Now let's talk about YouTube and Vimeo. When you upload a video to these sites, they are transcoding your video (making multiple copies of your original) at different dimensions and bitrates. This happens during the "processing" step, which begins immediately after the upload completes. This is done so that they can optimize the viewing experience for many different devices, bandwidths, etc. So the video you're watching on YouTube isn't actually the same bits you uploaded. Knowing that fact changes things a bit. Since the video coming out of Camtasia isn't the video being downloaded by your viewer, the file size only affects your upload time to YouTube and Vimeo, and this has no effect on the experience of the viewer, because these sites will fix that for you. So for YouTube and Vimeo, the video and audio quality are the most important things. The encoding guidelines are given to help you upload videos of high quality.
Ok, onto bitrate. The bitrate setting on an encoder is a constraint. It sets a target or max amount of bits (file size) that the encoder is allowed to use for a second of video. If a section of video hits this cap, the encoder lowers the visual quality for that section in order to meet the bitrate constraint. If the bitrate is not allowed to vary, and the bitrate is too low, the video may have complex, high motion sections that are blocky or blurry. Starting from that video, you can't get that quality back. You have to re-produce starting from the original at a higher bitrate so that those sections don't hit the bitrate constraint. That's why YouTube and Vimeo list bitrates that are on the high side. They don't want you to upload video that's been over compressed, because they can't do anything to fix it.

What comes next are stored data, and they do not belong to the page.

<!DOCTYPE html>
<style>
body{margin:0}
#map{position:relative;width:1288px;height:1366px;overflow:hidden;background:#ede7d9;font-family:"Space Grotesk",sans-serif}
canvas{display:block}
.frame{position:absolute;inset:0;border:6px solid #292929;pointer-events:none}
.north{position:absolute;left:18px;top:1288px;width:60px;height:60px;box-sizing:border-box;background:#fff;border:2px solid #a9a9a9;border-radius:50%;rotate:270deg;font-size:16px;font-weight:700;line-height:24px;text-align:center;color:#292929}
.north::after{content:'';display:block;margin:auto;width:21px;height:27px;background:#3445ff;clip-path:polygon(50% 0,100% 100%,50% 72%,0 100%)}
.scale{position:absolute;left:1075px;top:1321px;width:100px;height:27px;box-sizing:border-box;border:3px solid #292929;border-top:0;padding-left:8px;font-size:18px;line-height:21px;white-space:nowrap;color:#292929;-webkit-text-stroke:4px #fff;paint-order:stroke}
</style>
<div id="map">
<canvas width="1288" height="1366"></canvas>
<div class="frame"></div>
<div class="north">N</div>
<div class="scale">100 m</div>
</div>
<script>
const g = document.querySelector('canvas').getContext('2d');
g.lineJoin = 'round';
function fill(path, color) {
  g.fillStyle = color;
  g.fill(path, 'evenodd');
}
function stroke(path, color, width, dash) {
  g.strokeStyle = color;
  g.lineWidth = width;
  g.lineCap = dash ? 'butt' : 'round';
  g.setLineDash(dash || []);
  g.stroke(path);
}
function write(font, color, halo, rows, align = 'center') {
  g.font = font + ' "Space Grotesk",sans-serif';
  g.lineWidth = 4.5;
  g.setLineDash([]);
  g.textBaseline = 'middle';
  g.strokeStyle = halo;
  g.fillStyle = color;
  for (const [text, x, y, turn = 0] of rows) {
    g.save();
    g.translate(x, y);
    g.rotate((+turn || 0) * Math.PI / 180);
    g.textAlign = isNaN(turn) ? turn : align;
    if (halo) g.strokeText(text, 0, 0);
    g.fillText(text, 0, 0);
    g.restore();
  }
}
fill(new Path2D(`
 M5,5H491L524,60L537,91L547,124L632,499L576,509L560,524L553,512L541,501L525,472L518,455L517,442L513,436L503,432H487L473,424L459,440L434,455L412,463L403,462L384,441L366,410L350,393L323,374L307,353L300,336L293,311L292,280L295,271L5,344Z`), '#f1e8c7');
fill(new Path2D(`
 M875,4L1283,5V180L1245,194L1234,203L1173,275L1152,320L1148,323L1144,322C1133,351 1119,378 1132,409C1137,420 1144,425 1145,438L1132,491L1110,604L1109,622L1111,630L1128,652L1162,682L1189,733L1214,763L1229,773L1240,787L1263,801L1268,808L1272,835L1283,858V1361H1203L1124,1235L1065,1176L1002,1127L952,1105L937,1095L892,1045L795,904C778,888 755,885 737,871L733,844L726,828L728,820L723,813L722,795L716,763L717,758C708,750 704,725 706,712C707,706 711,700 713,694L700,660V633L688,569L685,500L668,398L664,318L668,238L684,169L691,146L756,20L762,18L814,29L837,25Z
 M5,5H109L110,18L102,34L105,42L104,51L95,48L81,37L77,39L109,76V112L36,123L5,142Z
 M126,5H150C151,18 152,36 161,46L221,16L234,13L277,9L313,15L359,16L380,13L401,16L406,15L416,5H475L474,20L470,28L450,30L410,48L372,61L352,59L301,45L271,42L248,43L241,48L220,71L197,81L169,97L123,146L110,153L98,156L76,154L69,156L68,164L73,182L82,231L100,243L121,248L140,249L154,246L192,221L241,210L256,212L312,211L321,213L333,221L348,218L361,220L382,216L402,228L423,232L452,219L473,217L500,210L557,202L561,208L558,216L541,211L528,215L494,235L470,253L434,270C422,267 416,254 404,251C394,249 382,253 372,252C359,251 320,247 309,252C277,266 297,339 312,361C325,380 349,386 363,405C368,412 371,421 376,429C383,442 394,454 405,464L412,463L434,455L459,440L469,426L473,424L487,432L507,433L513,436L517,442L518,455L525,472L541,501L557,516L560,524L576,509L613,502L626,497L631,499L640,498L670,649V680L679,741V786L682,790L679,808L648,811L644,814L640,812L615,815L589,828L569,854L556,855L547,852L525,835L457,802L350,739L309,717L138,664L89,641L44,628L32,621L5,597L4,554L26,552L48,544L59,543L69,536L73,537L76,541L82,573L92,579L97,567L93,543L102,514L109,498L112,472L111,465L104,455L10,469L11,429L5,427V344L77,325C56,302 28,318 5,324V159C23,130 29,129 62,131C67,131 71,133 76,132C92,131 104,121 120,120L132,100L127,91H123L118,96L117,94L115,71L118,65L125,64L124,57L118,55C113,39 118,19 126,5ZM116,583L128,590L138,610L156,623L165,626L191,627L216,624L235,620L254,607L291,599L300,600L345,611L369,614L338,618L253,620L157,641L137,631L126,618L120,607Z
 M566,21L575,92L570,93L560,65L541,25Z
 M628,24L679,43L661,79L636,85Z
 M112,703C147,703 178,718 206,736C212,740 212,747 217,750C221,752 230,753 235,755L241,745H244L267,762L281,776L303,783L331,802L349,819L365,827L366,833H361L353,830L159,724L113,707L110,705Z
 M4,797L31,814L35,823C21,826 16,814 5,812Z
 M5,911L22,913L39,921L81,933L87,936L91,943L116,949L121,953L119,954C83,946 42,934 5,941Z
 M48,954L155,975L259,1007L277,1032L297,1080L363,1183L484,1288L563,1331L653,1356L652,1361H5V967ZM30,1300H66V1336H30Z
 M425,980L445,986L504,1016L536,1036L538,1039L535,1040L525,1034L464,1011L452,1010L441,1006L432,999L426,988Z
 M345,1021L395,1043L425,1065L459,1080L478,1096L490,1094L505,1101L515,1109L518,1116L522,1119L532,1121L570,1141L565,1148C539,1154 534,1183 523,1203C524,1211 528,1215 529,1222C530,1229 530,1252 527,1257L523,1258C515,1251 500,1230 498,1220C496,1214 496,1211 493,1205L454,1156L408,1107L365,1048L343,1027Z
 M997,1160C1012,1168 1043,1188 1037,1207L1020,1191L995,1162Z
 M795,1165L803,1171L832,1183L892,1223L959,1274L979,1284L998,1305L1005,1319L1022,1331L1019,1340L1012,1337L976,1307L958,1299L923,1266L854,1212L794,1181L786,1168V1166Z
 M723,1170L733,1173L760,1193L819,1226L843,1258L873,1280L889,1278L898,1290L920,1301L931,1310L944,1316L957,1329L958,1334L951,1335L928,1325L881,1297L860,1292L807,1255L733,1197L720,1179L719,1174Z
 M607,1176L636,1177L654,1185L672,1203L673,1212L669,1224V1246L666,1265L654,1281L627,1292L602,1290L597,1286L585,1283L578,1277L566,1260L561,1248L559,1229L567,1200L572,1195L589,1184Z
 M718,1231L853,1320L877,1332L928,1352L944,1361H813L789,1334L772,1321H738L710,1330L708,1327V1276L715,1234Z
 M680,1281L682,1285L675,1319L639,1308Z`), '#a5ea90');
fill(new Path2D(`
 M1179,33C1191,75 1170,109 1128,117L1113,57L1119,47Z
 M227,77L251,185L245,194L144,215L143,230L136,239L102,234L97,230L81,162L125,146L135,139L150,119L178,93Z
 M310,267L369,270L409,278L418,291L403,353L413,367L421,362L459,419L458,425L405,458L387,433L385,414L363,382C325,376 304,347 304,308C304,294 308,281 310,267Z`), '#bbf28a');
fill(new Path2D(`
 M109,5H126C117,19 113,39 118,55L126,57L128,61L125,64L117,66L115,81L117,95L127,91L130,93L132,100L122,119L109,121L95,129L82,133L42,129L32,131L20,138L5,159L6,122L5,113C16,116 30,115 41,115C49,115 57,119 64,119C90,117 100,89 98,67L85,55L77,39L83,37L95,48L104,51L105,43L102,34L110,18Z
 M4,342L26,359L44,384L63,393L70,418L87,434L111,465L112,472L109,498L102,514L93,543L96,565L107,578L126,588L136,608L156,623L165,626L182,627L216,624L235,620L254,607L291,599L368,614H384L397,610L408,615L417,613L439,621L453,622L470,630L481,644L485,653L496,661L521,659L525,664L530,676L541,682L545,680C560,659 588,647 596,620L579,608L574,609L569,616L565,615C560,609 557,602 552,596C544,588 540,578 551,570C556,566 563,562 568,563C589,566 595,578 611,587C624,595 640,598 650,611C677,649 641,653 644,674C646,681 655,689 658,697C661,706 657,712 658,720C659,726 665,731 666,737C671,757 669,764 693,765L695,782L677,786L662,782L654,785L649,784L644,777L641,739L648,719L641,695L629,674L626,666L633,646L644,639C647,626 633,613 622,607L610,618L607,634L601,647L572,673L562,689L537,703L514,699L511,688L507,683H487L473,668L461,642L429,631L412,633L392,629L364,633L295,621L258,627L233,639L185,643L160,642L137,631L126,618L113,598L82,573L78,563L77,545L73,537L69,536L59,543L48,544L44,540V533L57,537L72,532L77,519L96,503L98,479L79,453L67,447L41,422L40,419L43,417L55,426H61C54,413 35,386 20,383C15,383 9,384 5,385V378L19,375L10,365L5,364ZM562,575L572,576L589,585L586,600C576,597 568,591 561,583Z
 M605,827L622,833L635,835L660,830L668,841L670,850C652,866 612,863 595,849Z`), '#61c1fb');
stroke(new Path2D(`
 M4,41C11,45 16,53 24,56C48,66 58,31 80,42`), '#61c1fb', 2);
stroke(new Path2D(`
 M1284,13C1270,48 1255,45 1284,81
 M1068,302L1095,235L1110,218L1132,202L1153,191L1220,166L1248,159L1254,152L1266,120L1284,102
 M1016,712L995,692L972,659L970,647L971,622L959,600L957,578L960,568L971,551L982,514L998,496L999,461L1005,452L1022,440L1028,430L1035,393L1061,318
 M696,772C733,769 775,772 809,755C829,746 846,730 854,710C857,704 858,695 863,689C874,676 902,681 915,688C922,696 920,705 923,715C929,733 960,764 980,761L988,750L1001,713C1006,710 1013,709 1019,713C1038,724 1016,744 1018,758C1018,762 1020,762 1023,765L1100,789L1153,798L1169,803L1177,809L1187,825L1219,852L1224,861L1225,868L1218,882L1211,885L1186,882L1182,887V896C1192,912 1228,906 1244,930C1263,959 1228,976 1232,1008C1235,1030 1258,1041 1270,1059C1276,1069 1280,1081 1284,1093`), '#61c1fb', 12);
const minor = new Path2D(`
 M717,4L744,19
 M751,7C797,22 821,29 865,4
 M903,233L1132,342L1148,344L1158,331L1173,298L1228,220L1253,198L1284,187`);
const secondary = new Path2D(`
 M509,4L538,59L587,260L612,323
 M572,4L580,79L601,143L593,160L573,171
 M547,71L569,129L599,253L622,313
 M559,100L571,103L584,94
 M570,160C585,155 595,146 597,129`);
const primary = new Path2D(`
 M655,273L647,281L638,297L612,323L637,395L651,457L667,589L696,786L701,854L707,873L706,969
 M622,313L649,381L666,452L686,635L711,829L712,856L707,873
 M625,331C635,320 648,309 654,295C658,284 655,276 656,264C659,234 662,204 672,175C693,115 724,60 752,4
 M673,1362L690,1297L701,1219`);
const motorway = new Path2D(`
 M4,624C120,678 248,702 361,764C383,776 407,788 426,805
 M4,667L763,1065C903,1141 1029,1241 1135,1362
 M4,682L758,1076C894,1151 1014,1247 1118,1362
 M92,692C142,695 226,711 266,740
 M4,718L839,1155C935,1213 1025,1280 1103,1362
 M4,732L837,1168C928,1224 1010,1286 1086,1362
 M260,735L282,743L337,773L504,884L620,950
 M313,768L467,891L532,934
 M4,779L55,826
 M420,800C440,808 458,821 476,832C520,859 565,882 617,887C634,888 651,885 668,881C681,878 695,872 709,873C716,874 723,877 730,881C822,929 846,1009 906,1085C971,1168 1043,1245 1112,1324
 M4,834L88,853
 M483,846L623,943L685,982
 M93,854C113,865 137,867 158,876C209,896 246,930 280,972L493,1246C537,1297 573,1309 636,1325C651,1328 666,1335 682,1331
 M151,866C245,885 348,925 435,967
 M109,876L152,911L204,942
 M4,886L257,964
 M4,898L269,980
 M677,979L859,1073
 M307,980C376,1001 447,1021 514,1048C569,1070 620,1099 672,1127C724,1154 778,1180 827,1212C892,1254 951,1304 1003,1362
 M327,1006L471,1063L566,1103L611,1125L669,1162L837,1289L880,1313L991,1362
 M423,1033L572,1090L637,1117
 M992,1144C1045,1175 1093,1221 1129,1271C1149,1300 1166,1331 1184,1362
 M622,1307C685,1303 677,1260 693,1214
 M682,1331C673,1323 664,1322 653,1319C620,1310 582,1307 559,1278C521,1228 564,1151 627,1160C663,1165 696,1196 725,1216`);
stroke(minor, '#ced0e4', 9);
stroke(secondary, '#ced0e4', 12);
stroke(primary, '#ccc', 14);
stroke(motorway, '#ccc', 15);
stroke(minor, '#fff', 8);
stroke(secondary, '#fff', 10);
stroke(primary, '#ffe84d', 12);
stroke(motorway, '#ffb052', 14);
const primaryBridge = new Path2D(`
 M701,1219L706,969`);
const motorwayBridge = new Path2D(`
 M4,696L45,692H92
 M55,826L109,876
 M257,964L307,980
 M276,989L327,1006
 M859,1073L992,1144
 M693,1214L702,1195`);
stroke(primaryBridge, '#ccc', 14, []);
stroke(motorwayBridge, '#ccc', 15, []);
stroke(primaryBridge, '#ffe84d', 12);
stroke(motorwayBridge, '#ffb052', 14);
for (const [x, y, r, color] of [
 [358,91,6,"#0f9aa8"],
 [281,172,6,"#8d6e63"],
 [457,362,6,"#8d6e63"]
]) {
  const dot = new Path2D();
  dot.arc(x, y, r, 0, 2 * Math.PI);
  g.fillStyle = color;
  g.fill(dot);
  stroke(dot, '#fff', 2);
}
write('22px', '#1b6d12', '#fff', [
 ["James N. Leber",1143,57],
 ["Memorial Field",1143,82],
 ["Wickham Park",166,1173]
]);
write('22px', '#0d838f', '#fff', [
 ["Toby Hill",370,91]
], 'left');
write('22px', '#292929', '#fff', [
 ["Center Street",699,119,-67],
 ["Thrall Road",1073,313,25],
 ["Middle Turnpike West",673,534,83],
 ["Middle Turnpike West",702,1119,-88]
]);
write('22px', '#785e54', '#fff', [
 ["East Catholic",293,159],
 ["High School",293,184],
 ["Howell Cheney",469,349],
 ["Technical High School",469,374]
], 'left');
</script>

But there's another way to encode video. It's called constant quality variable bitrate encoding. The idea here is to NOT put a bitrate constraint on the encoder. Instead, we allow the bitrate to vary, as needed, according to the complexity of the video. This has the desirable effect that the video maintains a similar visual quality throughout, while only using as much file size as is necessary for a particular section of video. The result is a well compressed video that doesn't get blocky or blurry during any high motion sequences.
This second approach is Camtasia's default for MP4. For complex sections of the video, it will use a higher bitrate than for less complex sections. So the content of the video affects the file size. This is where screen recordings are different than camera footage. Consider a recording of your screen at 30 frames per sec. Most of the time, the screen is very static and doesn't change much from one frame to the next. There's a lot of redundant temporal information, and that makes the video highly compressible. The same is not true with real world video that you record with your phone or video camera, especially if there's motion from the camera, or from whatever is being filmed. This content is less compressible, and generally requires a larger size to maintain the same visual quality.
So why does Vimeo sometimes warn when you upload a video from Camtasia? Put simply, because the video is smaller than they expect. They look at the file size of the video, and the length, and if it's smaller than a threshold, they guess that the video may be of low visual quality. But is it? Watch it and decide for yourself. The important thing is that you're uploading something of high visual quality. Well compressed camera video is going to be much larger than well compressed screen video. Their threshold probably works well for camera video, but not to low-motion screen video.
Sorry for the long post. As I said in the beginning, bitrate is a complicated topic. If you've read this far, I hope you've found this post helpful.